最近はショックで、こういう日が続いている。生きねば。
俺は、ノロノロと体を起こし、ふらつく足取りで家を出た。
玄関の鍵をかけていると、一人の女がこちらに歩いてきた。
うちのアパートに女なんて、いたっけ?
「こんばんは。」
女は挨拶をしてきた。
「こんばんは。」
俺も返す。近くで見ると、凄い美人だ。俺はドキドキしてしまった。
「昨日越して来た、ナナミと申します。ご挨拶が送れてすみません。」
丁寧にも、頭を下げてきた。今時珍しい。こういう独り者向けのアパート、挨拶などされたことはなかった。
「あ、どうも。よろしくお願いします。」
俺も釣られて腰を折る。
「それでは、失礼します。」
そう言うと、隣の部屋に入っていった。お隣さんか。
最近はショックで朦朧としていたから、お隣の空き室に誰かが引っ越してきたのすら気付かなかった。
ていうか、人が住んでいなかった時と同じくらい静かだったけど?
俺はその足でコンビニに向かい、食料を仕入れ、自宅に帰った。
珍しく、久しぶりに食欲がわいて、まともに飯を食うことができた。
ナナミさん。もちろん、苗字だよな。
人間など現金なものだな。俺は、彼女を意識している自分が復活していることに苦笑いした。
翌朝、久しぶりにサボっていた大学へと足が向かった。
鍵をかけながら、チラリと隣の表札を見る。
「名波」
やはり苗字か。下の名前まで入れると、女の一人暮らしがバレて物騒だもんな。
下の名前、知りたいな。俺の中から、すっかりマユのことが抜け落ちていた。
俺はようやく、スマホの待ちうけのマユを消し、そして、アドレスからマユを消すことができた。
俺の大学へ行きたくない理由は、マユと出会うかもしれないということと、このクソ教授の講義を受けなければならないこと。そう、マユは俺より、自分の便宜のため教授を選んだのだ。

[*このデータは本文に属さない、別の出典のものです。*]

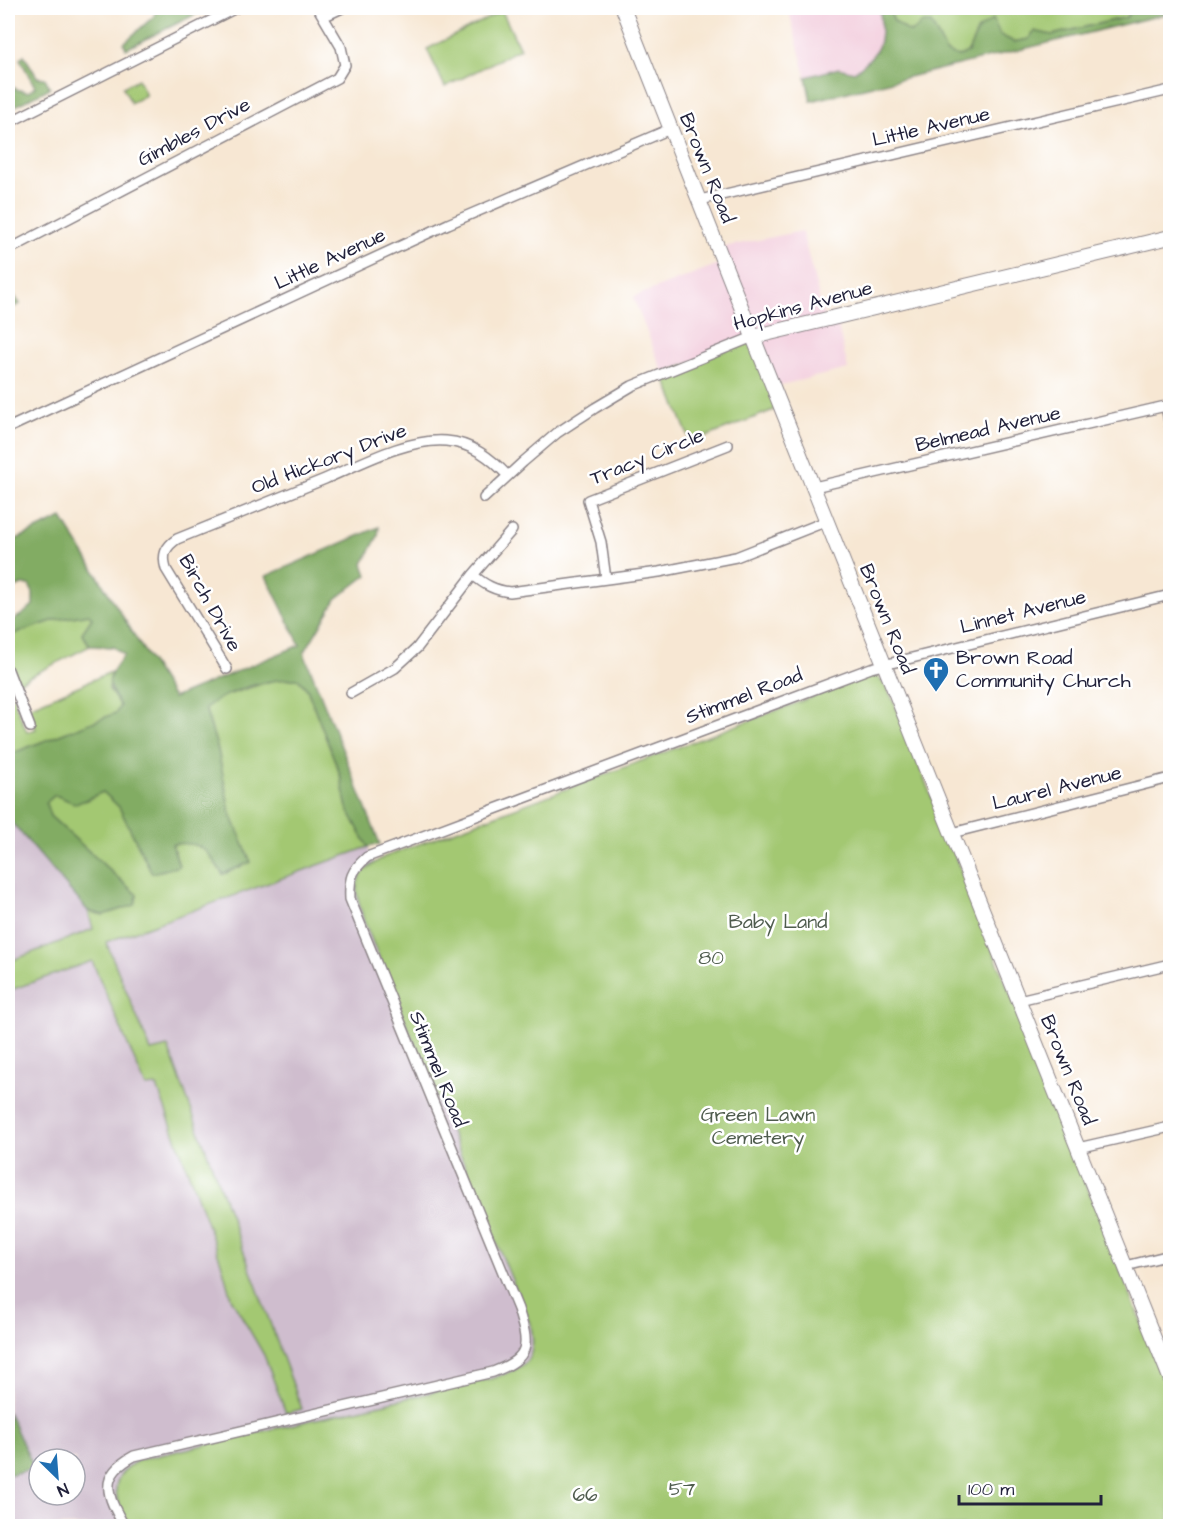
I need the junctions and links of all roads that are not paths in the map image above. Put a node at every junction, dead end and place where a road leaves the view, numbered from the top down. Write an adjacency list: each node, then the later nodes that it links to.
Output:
1 (236, 8): 7 (street)
2 (318, 8): 5 (street)
3 (342, 8): 5 (street)
4 (623, 8): 8 (main road, Brown Road)
5 (325, 16): 11 (street, Gimbles Drive)
6 (1170, 90): 9 (street, Little Avenue)
7 (8, 123)
8 (670, 129): 9 (main road, Brown Road); 15 (street, Little Avenue)
9 (700, 200): 12 (main road, Brown Road)
10 (1170, 237): 12 (main road, Hopkins Avenue)
11 (8, 250)
12 (753, 336): 17 (street, Hopkins Avenue); 18 (main road, Brown Road)
13 (1168, 406): 14 (street); 18 (street, Belmead Avenue)
14 (1170, 427)
15 (8, 428)
16 (728, 445): 24 (street, Tracy Circle)
17 (508, 476): 19 (street, Hopkins Avenue); 22 (street, Old Hickory Drive)
18 (814, 488): 20 (main road, Brown Road)
19 (484, 498)
20 (827, 521): 24 (street); 26 (main road, Brown Road)
21 (512, 531): 23 (street)
22 (164, 553): 27 (street, Birch Drive)
23 (473, 575): 24 (street); 29 (street)
24 (606, 579)
25 (1170, 595): 26 (street, Linnet Avenue)
26 (884, 664): 32 (main road, Brown Road); 40 (street, Stimmel Road)
27 (227, 669)
28 (8, 670): 30 (street)
29 (351, 693)
30 (30, 726)
31 (1170, 778): 32 (street, Laurel Avenue)
32 (952, 833): 34 (main road, Brown Road)
33 (1170, 964): 34 (street)
34 (1019, 1000): 36 (main road, Brown Road)
35 (1170, 1127): 36 (street)
36 (1078, 1148): 38 (main road, Brown Road)
37 (1170, 1255): 38 (street)
38 (1126, 1266): 39 (main road, Brown Road)
39 (1170, 1378)
40 (124, 1527)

キモっ。俺はこいつとブラザーなわけだ。言っておくが、マユは、俺のお古だ。お前が後だからな?
睨みつけながらも、俺はしっかりと講義を受けた。
「なあ、今日、O女子大と合コンなんだよ。お前、来るだろ?」
なんで来る前提なんだよ。タクヤのフットワークの軽さには参る。
「お前、元気な。昨日も合コンだったじゃん。」
「あれは、違うよ~。ただのサークルの飲み会~。お前、バカだなあ。うちのサークルでお前に気がある女の子がいたから、紹介しようって思ったのに、ガン無視決めるんだものなあ。」
ああ、あの写メの頭の軽そうな女達か。どれ一つとっても、俺のタイプじゃない。
「行かない。」
俺が拒否すると、タクヤは馴れ馴れしく俺の肩を揉んで来た。
「なーんだよ。まだマユちゃんのこと、吹っ切れないのかあ?」
「そんなわけじゃないよ。」
「だったらぁ~。」
「しつこい!今そんな気分になれねえの。」
「やっぱ引きずってる~。」
タクヤがホッペをつんつんしてきたので、手で追い払う。
違う。そんなんじゃない。
俺は早く家に帰りたいんだ。
もしかしたら、またバッタリと。
そこまで考えて、俺は顔が熱くなるのを感じた。
夕方、自宅に戻ると、俺は隣を意識してちらりと横目で見た。
すごくいい匂いがする。懐かしいような。そうだ、これはお袋が作ってくれてた煮物の匂い。
すると、隣のドアが突然開いて、俺は何故か慌てた。
「こんばんは。丁度良いところに帰ってこられましたね。実は、煮物、作りすぎちゃって。お口に合うかどうかわかりませんが、もらっていただけませんか?」
名波さんは、にっこりと微笑んだ。
「え?いいんですか?喜んでいただきます。」
コンビニ弁当の袋をぶら下げていたにも関わらず、俺は即行返事をした。
「ちょっと待っててね。」
そう言うと名波さんは、部屋に引き返し、タッパにつめた出来立てのホカホカの料理を手渡してきた。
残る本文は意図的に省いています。